What the task asks -> For each line of the data below that holds "لسانی", copy the line.

-------- Task material --------

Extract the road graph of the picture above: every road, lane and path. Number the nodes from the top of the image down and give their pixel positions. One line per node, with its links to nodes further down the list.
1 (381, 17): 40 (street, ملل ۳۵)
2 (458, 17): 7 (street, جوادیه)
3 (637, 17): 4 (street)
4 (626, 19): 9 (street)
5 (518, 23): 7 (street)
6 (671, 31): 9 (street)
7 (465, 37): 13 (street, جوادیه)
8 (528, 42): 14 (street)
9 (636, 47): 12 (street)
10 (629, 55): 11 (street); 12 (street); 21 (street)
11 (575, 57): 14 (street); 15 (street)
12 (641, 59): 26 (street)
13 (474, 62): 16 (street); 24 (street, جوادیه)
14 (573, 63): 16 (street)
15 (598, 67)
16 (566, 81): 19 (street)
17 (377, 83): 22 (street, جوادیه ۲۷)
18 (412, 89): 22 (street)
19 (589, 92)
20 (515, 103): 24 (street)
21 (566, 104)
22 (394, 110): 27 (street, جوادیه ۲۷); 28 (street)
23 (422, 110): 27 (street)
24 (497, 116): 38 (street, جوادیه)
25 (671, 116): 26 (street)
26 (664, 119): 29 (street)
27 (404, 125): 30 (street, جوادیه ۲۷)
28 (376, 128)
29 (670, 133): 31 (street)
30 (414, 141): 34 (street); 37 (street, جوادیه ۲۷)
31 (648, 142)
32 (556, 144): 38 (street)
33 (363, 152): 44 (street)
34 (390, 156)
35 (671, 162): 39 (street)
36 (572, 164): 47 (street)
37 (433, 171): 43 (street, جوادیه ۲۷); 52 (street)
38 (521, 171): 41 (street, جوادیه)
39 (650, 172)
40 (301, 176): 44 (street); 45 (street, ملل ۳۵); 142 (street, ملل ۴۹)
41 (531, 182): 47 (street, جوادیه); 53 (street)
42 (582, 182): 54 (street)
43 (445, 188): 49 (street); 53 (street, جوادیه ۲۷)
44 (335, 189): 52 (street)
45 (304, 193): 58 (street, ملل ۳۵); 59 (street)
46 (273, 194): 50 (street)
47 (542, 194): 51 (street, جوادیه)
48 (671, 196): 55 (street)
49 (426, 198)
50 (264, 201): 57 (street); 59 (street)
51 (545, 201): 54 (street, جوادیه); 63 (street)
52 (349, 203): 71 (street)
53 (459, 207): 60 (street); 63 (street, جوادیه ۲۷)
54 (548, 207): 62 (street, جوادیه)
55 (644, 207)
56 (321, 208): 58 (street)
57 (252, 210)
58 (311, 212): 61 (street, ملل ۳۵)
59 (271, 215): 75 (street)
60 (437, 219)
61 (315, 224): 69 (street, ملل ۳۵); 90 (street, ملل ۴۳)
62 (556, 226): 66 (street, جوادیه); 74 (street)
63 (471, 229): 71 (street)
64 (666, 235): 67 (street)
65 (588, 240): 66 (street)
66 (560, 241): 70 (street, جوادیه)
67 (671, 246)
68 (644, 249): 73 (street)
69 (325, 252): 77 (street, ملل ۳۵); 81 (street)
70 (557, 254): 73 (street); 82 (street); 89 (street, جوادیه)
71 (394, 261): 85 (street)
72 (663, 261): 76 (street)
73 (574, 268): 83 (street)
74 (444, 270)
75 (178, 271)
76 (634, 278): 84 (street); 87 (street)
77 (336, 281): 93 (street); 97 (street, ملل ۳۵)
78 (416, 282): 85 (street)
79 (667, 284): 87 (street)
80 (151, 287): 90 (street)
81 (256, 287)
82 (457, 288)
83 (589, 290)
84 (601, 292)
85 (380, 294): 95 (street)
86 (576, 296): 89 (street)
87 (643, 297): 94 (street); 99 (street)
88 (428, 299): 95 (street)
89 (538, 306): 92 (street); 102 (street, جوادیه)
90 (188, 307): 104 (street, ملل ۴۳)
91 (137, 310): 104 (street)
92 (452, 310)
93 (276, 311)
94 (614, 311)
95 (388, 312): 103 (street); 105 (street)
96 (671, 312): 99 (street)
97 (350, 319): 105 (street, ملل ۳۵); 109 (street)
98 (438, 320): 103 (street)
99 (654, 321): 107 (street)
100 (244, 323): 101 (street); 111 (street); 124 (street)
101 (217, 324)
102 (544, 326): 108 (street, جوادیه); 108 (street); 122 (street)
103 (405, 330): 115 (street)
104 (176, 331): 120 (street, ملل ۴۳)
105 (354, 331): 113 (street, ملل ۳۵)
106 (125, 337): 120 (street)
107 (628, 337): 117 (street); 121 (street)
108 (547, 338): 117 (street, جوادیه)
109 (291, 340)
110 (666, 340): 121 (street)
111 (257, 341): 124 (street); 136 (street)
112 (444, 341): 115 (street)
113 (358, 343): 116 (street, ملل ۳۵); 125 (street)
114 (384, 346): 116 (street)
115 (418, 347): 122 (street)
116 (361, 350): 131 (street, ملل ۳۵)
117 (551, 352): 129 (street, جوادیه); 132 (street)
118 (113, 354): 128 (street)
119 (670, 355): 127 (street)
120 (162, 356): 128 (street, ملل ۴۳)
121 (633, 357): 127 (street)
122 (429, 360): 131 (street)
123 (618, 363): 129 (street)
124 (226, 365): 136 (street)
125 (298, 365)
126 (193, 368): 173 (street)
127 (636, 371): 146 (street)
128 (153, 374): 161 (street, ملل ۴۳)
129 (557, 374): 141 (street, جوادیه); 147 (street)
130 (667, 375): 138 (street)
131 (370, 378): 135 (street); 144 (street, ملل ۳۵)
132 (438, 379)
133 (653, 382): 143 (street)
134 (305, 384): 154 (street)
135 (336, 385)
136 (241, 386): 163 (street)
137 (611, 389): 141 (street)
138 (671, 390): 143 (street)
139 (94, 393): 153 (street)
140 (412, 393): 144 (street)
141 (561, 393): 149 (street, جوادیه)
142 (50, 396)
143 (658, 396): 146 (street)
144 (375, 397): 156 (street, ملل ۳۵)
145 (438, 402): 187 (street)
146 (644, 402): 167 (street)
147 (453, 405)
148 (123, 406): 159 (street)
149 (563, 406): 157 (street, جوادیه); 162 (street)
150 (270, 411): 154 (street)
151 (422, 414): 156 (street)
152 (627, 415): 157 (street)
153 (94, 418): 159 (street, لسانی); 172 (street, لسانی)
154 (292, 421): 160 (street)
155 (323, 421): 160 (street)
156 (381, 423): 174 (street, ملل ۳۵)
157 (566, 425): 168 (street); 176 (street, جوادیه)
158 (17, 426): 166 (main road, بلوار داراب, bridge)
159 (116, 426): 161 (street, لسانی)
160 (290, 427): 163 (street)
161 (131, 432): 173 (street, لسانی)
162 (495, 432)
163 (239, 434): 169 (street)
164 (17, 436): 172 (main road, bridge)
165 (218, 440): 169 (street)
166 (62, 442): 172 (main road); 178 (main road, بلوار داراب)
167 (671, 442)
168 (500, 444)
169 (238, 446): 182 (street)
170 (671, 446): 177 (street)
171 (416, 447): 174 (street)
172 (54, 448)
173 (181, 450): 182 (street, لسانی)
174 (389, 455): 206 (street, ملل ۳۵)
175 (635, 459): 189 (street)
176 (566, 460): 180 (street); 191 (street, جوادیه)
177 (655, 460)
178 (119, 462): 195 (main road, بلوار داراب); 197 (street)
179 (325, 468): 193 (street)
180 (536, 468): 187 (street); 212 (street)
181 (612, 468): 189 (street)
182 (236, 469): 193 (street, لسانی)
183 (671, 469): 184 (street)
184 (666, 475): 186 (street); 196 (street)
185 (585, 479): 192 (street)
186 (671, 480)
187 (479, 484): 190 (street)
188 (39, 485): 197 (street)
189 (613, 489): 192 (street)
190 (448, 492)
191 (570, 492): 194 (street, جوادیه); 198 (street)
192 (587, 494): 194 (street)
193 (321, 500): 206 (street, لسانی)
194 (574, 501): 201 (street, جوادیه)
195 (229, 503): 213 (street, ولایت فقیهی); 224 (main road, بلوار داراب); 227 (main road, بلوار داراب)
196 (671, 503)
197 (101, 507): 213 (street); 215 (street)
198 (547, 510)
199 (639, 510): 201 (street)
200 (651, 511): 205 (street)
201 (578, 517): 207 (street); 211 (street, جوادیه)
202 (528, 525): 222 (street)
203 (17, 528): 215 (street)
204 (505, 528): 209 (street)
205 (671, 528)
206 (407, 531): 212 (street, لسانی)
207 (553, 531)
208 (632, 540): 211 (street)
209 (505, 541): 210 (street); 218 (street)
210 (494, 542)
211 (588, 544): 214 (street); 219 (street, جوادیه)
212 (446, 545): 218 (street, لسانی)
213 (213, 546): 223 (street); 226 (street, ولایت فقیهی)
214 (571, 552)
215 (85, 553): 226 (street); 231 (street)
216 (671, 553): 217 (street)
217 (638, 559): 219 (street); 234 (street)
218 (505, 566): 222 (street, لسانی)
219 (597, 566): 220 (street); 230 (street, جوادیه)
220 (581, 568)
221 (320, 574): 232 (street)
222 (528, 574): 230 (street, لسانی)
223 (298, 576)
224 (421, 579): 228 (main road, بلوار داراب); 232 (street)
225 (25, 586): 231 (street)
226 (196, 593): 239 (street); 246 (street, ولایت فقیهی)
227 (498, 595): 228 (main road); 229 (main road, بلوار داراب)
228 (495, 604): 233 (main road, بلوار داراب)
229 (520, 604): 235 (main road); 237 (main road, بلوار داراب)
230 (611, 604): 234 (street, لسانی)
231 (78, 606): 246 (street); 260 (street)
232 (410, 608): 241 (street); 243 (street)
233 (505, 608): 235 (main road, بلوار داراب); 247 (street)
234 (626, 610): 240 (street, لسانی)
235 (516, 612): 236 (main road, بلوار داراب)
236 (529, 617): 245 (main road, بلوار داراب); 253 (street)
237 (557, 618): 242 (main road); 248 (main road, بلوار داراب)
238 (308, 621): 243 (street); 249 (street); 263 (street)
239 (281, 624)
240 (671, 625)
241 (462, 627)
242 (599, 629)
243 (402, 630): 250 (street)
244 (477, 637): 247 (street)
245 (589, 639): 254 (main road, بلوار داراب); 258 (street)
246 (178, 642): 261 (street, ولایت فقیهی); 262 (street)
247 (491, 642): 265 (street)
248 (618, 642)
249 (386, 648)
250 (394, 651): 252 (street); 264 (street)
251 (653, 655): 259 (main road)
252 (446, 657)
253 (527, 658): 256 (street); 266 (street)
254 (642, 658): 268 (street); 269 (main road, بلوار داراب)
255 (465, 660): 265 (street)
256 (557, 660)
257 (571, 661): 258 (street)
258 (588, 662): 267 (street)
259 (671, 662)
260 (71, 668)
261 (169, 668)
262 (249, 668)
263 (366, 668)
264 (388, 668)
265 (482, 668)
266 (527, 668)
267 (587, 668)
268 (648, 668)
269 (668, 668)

--------

Reply ->
153 (94, 418): 159 (street, لسانی); 172 (street, لسانی)
159 (116, 426): 161 (street, لسانی)
161 (131, 432): 173 (street, لسانی)
173 (181, 450): 182 (street, لسانی)
182 (236, 469): 193 (street, لسانی)
193 (321, 500): 206 (street, لسانی)
206 (407, 531): 212 (street, لسانی)
212 (446, 545): 218 (street, لسانی)
218 (505, 566): 222 (street, لسانی)
222 (528, 574): 230 (street, لسانی)
230 (611, 604): 234 (street, لسانی)
234 (626, 610): 240 (street, لسانی)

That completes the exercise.